The mission—The third Two

(The Saviour of the World, Vol III Book IV Poem XLVI)

A blind man at the city gate
Begged alms begrudged,—ah, wretched fate!
The Two just entered stood and gazed;
Soon gathered there a crowd, amazed
That any should regard the sight
Of man, deprived of heaven’s light!
The Two conceived the poor man’s state,
And understanding, pity, great,
Melted their hearts: they spake His Name
To witness of whose grace they came:—
“In name of Jesus, ope thine eyes!”
The folk await what comes; surprise
And mocking insolence contend
In every mind,—“Why, here’s a friend
Worth having, if His name suffice
To open blind eyes in a trice!”
But, see, the man first looks around—
Gone mad with sight, leaps from the ground!
A radiant joy his face illumes,
Air of a free man he assumes,
He sees and looks and looks and sees
Men’s faces, branches in the breeze;
The blessed sun, all life’s sweet shows;—
Then, grateful, falls at feet of those
Conferred inestimable boon
And made him see!

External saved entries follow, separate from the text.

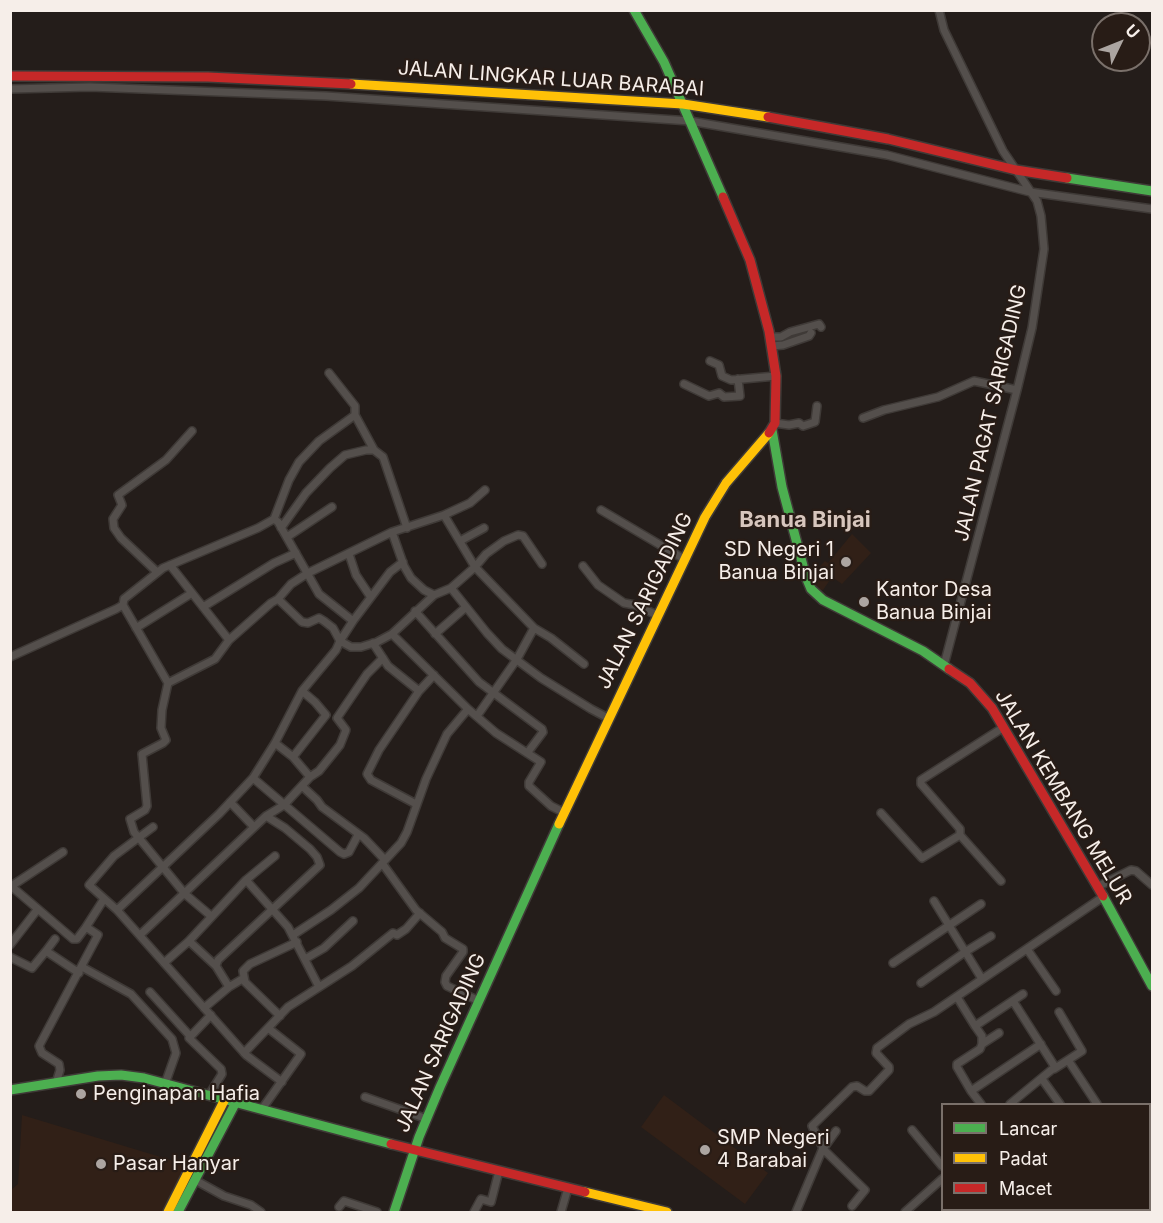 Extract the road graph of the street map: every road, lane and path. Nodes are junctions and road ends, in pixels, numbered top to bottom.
1 (634, 10) edge
2 (939, 10) edge
3 (10, 76) edge
4 (10, 89) edge
5 (683, 104) junction
6 (690, 121) junction
7 (1016, 170) junction
8 (1152, 191) edge
9 (1030, 192) junction
10 (1152, 208) edge
11 (821, 327) dead end
12 (811, 333) dead end
13 (771, 341) junction
14 (710, 361) dead end
15 (329, 373) dead end
16 (776, 376) junction
17 (738, 379) junction
18 (684, 384) dead end
19 (1017, 390) junction
20 (817, 406) dead end
21 (355, 415) junction
22 (862, 418) dead end
23 (773, 427) junction
24 (192, 431) dead end
25 (374, 450) junction
26 (485, 490) dead end
27 (332, 507) dead end
28 (601, 510) dead end
29 (444, 515) junction
30 (274, 519) junction
31 (281, 528) junction
32 (407, 528) junction
33 (484, 528) dead end
34 (392, 532) junction
35 (286, 537) junction
36 (460, 541) junction
37 (296, 553) junction
38 (349, 554) junction
39 (684, 560) junction
40 (403, 562) junction
41 (542, 564) dead end
42 (170, 565) junction
43 (583, 566) dead end
44 (475, 567) junction
45 (157, 572) junction
46 (308, 573) junction
47 (451, 588) junction
48 (192, 593) junction
49 (434, 595) junction
50 (370, 596) junction
51 (278, 600) junction
52 (123, 605) junction
53 (203, 607) junction
54 (466, 608) junction
55 (415, 611) junction
56 (657, 615) junction
57 (353, 621) junction
58 (136, 628) junction
59 (534, 628) junction
60 (392, 634) junction
61 (435, 634) junction
62 (229, 640) junction
63 (340, 641) junction
64 (373, 644) junction
65 (10, 657) edge
66 (383, 658) junction
67 (518, 659) junction
68 (584, 664) dead end
69 (945, 665) junction
70 (434, 675) junction
71 (168, 683) junction
72 (302, 691) junction
73 (419, 691) junction
74 (494, 693) junction
75 (468, 709) junction
76 (477, 716) junction
77 (608, 718) junction
78 (1004, 727) junction
79 (275, 743) junction
80 (528, 753) junction
81 (293, 757) junction
82 (310, 777) junction
83 (253, 778) junction
84 (302, 786) junction
85 (230, 802) junction
86 (416, 804) junction
87 (284, 805) junction
88 (563, 813) junction
89 (881, 813) dead end
90 (266, 816) junction
91 (153, 827) dead end
92 (254, 827) junction
93 (136, 835) junction
94 (358, 835) junction
95 (960, 835) junction
96 (63, 852) dead end
97 (275, 856) dead end
98 (383, 861) junction
99 (162, 868) junction
100 (246, 880) junction
101 (1001, 881) dead end
102 (1152, 885) edge
103 (11, 887) edge
104 (1097, 887) junction
105 (185, 894) junction
106 (1103, 897) junction
107 (104, 899) junction
108 (934, 901) dead end
109 (981, 904) dead end
110 (272, 908) junction
111 (37, 910) junction
112 (117, 910) junction
113 (420, 913) junction
114 (211, 916) junction
115 (354, 921) dead end
116 (949, 926) junction
117 (86, 927) junction
118 (140, 935) junction
119 (293, 935) junction
120 (991, 936) dead end
121 (55, 939) dead end
122 (189, 941) junction
123 (297, 942) junction
124 (10, 945) edge
125 (1026, 950) junction
126 (46, 951) junction
127 (965, 952) junction
128 (10, 957) edge
129 (305, 959) junction
130 (164, 963) junction
131 (893, 963) dead end
132 (216, 966) junction
133 (81, 970) junction
134 (244, 978) junction
135 (982, 979) junction
136 (921, 983) dead end
137 (1152, 986) edge
138 (229, 987) junction
139 (318, 987) junction
140 (1056, 991) dead end
141 (150, 992) dead end
142 (1023, 994) dead end
143 (957, 997) junction
144 (479, 1001) junction
145 (1012, 1001) junction
146 (204, 1008) junction
147 (1059, 1012) dead end
148 (211, 1015) junction
149 (280, 1016) junction
150 (975, 1026) junction
151 (268, 1028) junction
152 (999, 1033) dead end
153 (190, 1036) junction
154 (982, 1044) junction
155 (1041, 1044) junction
156 (244, 1053) junction
157 (1068, 1060) junction
158 (1054, 1070) junction
159 (1042, 1079) junction
160 (282, 1082) junction
161 (56, 1083) junction
162 (165, 1084) junction
163 (10, 1090) edge
164 (971, 1091) junction
165 (209, 1095) junction
166 (365, 1097) dead end
167 (225, 1099) junction
168 (236, 1102) junction
169 (980, 1103) edge
170 (1011, 1103) edge
171 (1059, 1103) edge
172 (1096, 1103) edge
173 (262, 1108) junction
174 (427, 1119) junction
175 (912, 1130) dead end
176 (836, 1131) dead end
177 (823, 1149) junction
178 (414, 1150) junction
179 (197, 1165) junction
180 (941, 1165) edge
181 (499, 1171) junction
182 (195, 1180) junction
183 (941, 1180) edge
184 (568, 1188) junction
185 (852, 1206) dead end
186 (339, 1207) dead end
187 (639, 1209) edge
188 (168, 1212) edge
189 (178, 1212) edge
190 (261, 1212) edge
191 (377, 1212) edge
192 (394, 1212) edge
193 (474, 1212) edge
194 (561, 1212) edge
195 (667, 1212) edge
196 (796, 1212) edge
197 (905, 1212) edge

1 - 5 main road
2 - 7 street, JALAN PAGAT SARIGADING
3 - 5 main road, JALAN LINGKAR LUAR BARABAI
4 - 6 street
5 - 6 main road
5 - 7 main road, JALAN LINGKAR LUAR BARABAI
6 - 9 street
6 - 13 main road
7 - 8 main road, JALAN LINGKAR LUAR BARABAI
7 - 9 street, JALAN PAGAT SARIGADING
9 - 10 street
9 - 19 street, JALAN PAGAT SARIGADING
11 - 13 street
12 - 13 street
13 - 16 main road
14 - 17 street
15 - 21 street
16 - 17 street
16 - 23 main road
17 - 18 street
19 - 22 street
19 - 69 street, JALAN PAGAT SARIGADING
20 - 23 street
21 - 25 street
21 - 30 street
23 - 39 main road, JALAN SARIGADING
23 - 69 main road, JALAN KEMBANG MELUR
24 - 45 street
25 - 31 street
25 - 32 street
26 - 29 street
27 - 35 street
28 - 39 street
29 - 32 street
29 - 36 street
30 - 31 street
30 - 42 street
31 - 35 street
32 - 34 street
33 - 36 street
34 - 38 street
34 - 40 street
35 - 37 street
36 - 44 street
37 - 46 street
37 - 53 street
38 - 46 street
38 - 50 street
39 - 56 main road, JALAN SARIGADING
40 - 49 street
40 - 50 street
41 - 44 street
42 - 45 street
42 - 48 street
43 - 56 street
44 - 47 street
44 - 59 street
45 - 52 street
46 - 51 street
46 - 57 street
47 - 49 street
47 - 54 street
48 - 53 street
48 - 58 street
49 - 55 street
50 - 57 street
51 - 62 street
51 - 63 street
52 - 58 street
52 - 65 street
53 - 62 street
54 - 61 street
54 - 67 street
55 - 60 street
55 - 61 street
56 - 77 main road, JALAN SARIGADING
57 - 63 street
58 - 71 street
59 - 67 street
59 - 68 street
60 - 64 street
60 - 70 street
61 - 74 street
62 - 71 street
63 - 64 street
63 - 72 street
64 - 66 street
66 - 73 street
66 - 82 street
67 - 74 street
67 - 77 street
69 - 78 main road, JALAN KEMBANG MELUR
70 - 73 street
70 - 75 street
71 - 93 street
72 - 79 street
72 - 81 street
73 - 86 street
74 - 76 street
74 - 80 street
75 - 76 street
75 - 86 street
76 - 80 street
77 - 88 main road, JALAN SARIGADING
78 - 95 street
78 - 104 main road, JALAN KEMBANG MELUR
79 - 81 street
79 - 83 street
80 - 88 street
81 - 82 street
82 - 84 street
83 - 85 street
83 - 87 street
84 - 87 street
84 - 94 street
85 - 92 street
85 - 99 street
86 - 98 street
87 - 90 street
87 - 94 street
88 - 144 main road, JALAN SARIGADING
89 - 95 street
90 - 92 street
90 - 110 street
91 - 93 street
92 - 105 street
93 - 99 street
93 - 107 street
94 - 98 street
95 - 101 street
96 - 103 street
97 - 100 street
98 - 113 street
98 - 119 street
99 - 105 street
99 - 112 street
100 - 110 street
100 - 114 street
102 - 104 street
103 - 111 street
104 - 106 main road, JALAN KEMBANG MELUR
105 - 114 street
105 - 118 street
106 - 125 street
106 - 137 main road, JALAN KEMBANG MELUR
107 - 112 street
107 - 117 street
108 - 116 street
109 - 116 street
110 - 119 street
110 - 132 street
111 - 117 street
111 - 124 street
112 - 118 street
113 - 139 street
113 - 144 street
114 - 122 street
115 - 129 street
116 - 127 street
116 - 131 street
117 - 133 street
118 - 130 street
119 - 123 street
120 - 127 street
121 - 126 street
122 - 130 street
122 - 132 street
123 - 129 street
123 - 134 street
125 - 135 street
125 - 140 street
126 - 128 street
126 - 133 street
127 - 135 street
127 - 136 street
129 - 139 street
130 - 146 street
132 - 138 street
133 - 161 street
133 - 162 street
134 - 138 street
134 - 149 street
135 - 143 street
138 - 146 street
139 - 149 street
141 - 153 street
142 - 145 street
143 - 150 street
143 - 177 street
144 - 174 main road, JALAN SARIGADING
145 - 150 street
145 - 155 street
146 - 148 street
147 - 157 street
148 - 153 street
148 - 156 street
149 - 151 street
150 - 154 street
151 - 156 street
151 - 160 street
152 - 154 street
153 - 165 street
154 - 164 street
155 - 158 street
155 - 164 street
156 - 160 street
157 - 158 street
157 - 172 street
158 - 159 street
159 - 170 street
159 - 171 street
160 - 173 street
161 - 162 main road
161 - 163 main road
162 - 165 main road
164 - 169 street
165 - 167 main road
166 - 174 street
167 - 168 main road
167 - 179 main road
168 - 173 main road
168 - 179 main road
173 - 178 main road
174 - 178 main road, JALAN SARIGADING
175 - 180 street
176 - 177 street
177 - 185 street
177 - 196 street
178 - 181 main road
178 - 192 main road, JALAN SARIGADING
179 - 182 main road
179 - 188 main road
181 - 184 main road
181 - 193 street
182 - 189 main road
182 - 190 street
183 - 197 street
184 - 187 main road
184 - 194 street
186 - 191 street
187 - 195 main road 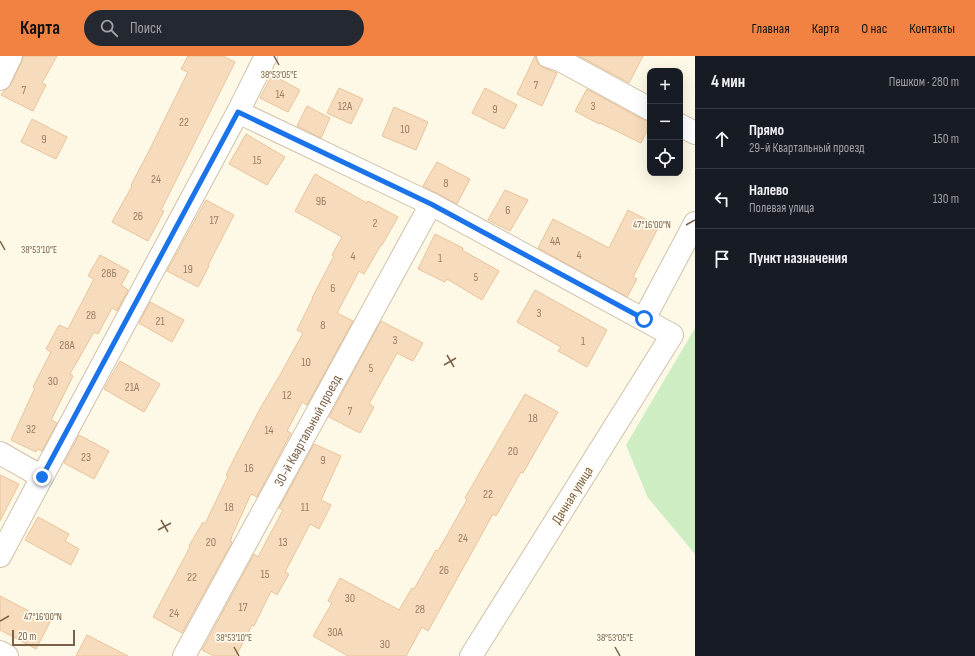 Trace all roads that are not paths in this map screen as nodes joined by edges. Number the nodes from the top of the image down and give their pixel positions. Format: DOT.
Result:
graph roads {
  1 [pos="11,56"];
  2 [pos="266,56"];
  3 [pos="548,56"];
  4 [pos="0,79"];
  5 [pos="647,107"];
  6 [pos="238,112"];
  7 [pos="683,127"];
  8 [pos="695,133"];
  9 [pos="431,204"];
  10 [pos="695,223"];
  11 [pos="644,319"];
  12 [pos="0,453"];
  13 [pos="42,477"];
  14 [pos="0,556"];
  15 [pos="0,652"];
  16 [pos="6,656"];
  17 [pos="184,656"];
  18 [pos="471,656"];
  1 -- 4 [label="street"];
  2 -- 6 [label="street"];
  3 -- 5 [label="street"];
  6 -- 9 [label="street"];
  6 -- 13 [label="street"];
  7 -- 8 [label="street"];
  9 -- 11 [label="street"];
  9 -- 17 [label="street, 30-й Квартальный проезд"];
  10 -- 11 [label="street"];
  11 -- 18 [label="street, Дачная улица"];
  12 -- 13 [label="street"];
  13 -- 14 [label="street"];
  15 -- 16 [label="street"];
}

The people soon
Pressed close; recovered of amaze,
Fixed on the Two their ardent gaze,
And listened long and learnèd well,
What those Apostles had to tell.
“Nay, leave us not thus soon,” they cried,
“Within our city’s walls abide
Till many hear the wondrous news
Ye bring of Him, the Christ.” “Refuse
Not shelter of a poor man’s roof!”
Cried one till then had stood aloof:
They went with him and there remained
For many days, and still explained
Such mysteries of the Kingdom as they knew;
And many sick they healed and great signs did they do.